To do
Retype the records below exactly as they stand, but with no images.

[Records supplied Boundary: Start]

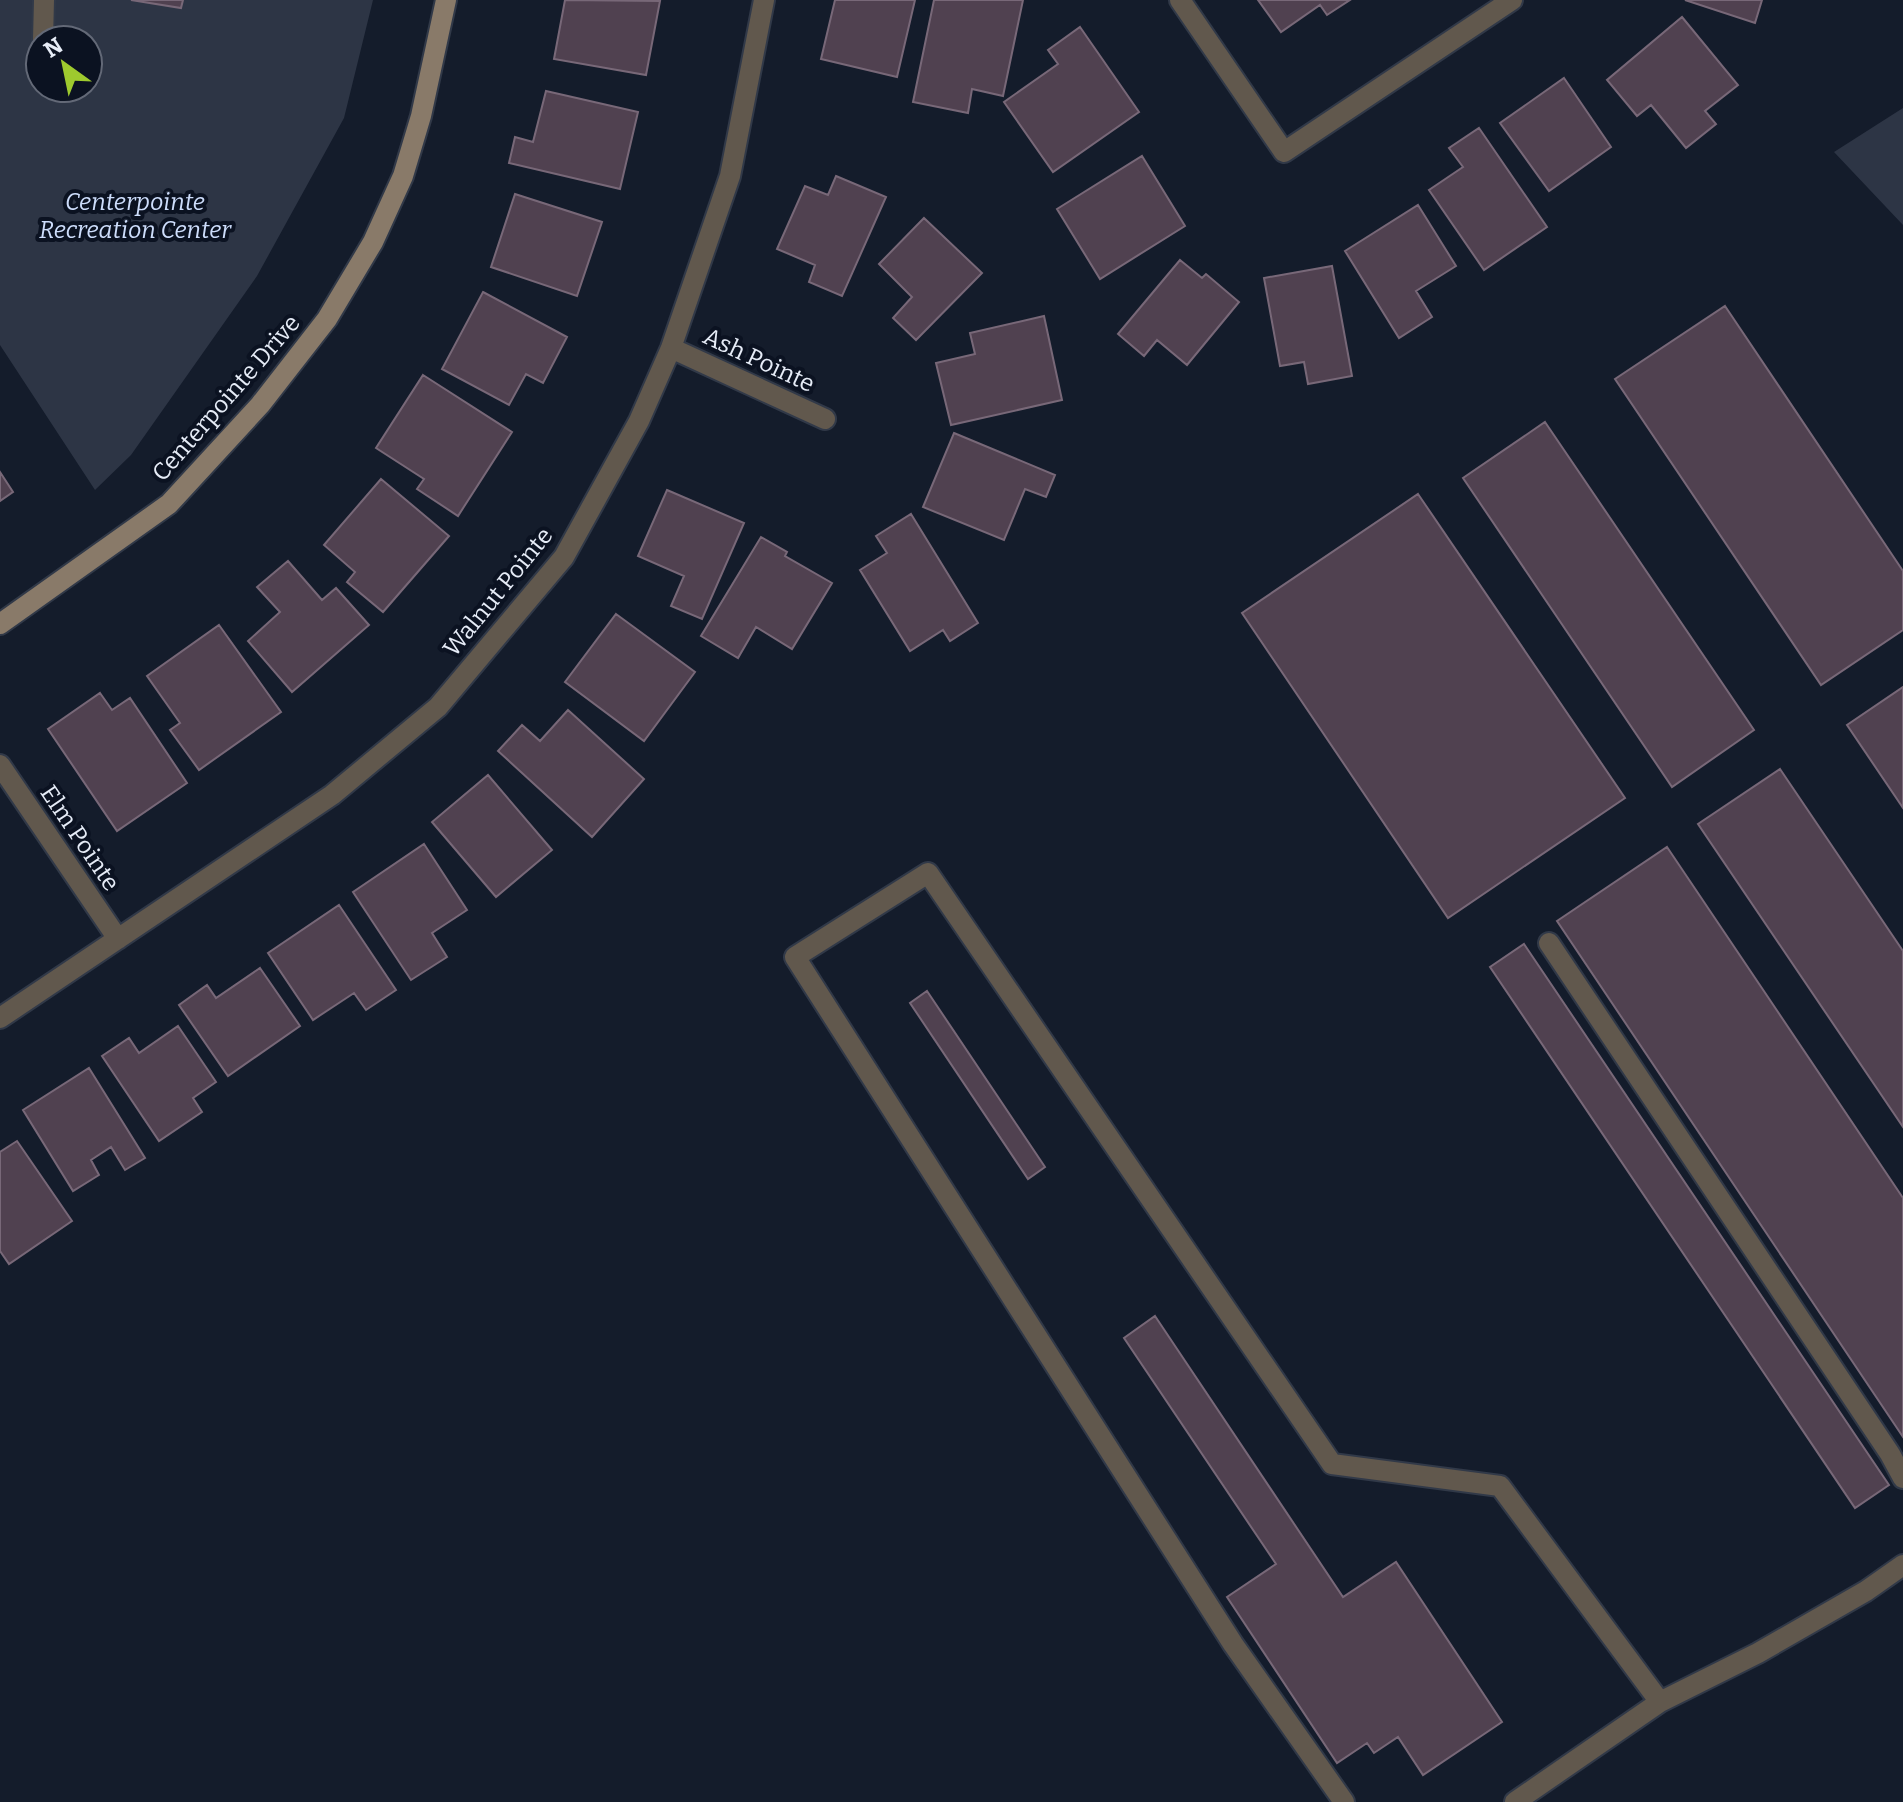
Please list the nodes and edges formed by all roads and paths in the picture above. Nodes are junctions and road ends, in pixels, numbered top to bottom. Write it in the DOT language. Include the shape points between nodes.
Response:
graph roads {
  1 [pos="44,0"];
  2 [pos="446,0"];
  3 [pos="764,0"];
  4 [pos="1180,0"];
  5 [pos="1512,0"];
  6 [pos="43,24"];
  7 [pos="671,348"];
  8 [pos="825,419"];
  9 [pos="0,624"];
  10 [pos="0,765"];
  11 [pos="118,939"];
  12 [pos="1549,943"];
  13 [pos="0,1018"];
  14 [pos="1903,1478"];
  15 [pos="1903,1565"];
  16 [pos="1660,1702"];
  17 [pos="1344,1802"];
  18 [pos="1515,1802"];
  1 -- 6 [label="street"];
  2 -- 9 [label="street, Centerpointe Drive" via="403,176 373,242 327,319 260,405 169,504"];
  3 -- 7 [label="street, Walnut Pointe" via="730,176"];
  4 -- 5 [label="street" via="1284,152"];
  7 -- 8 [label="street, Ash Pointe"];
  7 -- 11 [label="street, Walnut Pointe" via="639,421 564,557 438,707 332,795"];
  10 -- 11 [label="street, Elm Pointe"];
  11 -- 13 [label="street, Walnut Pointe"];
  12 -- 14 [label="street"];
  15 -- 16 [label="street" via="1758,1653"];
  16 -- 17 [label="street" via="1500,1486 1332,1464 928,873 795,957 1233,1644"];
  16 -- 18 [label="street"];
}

[Records supplied Boundary: End]

Task solution
Please list the nodes and edges formed by all roads and paths in the picture above. Nodes are junctions and road ends, in pixels, numbered top to bottom. Write it in the DOT language. Include the shape points between nodes.
Response:
graph roads {
  1 [pos="44,0"];
  2 [pos="446,0"];
  3 [pos="764,0"];
  4 [pos="1180,0"];
  5 [pos="1512,0"];
  6 [pos="43,24"];
  7 [pos="671,348"];
  8 [pos="825,419"];
  9 [pos="0,624"];
  10 [pos="0,765"];
  11 [pos="118,939"];
  12 [pos="1549,943"];
  13 [pos="0,1018"];
  14 [pos="1903,1478"];
  15 [pos="1903,1565"];
  16 [pos="1660,1702"];
  17 [pos="1344,1802"];
  18 [pos="1515,1802"];
  1 -- 6 [label="street"];
  2 -- 9 [label="street, Centerpointe Drive" via="403,176 373,242 327,319 260,405 169,504"];
  3 -- 7 [label="street, Walnut Pointe" via="730,176"];
  4 -- 5 [label="street" via="1284,152"];
  7 -- 8 [label="street, Ash Pointe"];
  7 -- 11 [label="street, Walnut Pointe" via="639,421 564,557 438,707 332,795"];
  10 -- 11 [label="street, Elm Pointe"];
  11 -- 13 [label="street, Walnut Pointe"];
  12 -- 14 [label="street"];
  15 -- 16 [label="street" via="1758,1653"];
  16 -- 17 [label="street" via="1500,1486 1332,1464 928,873 795,957 1233,1644"];
  16 -- 18 [label="street"];
}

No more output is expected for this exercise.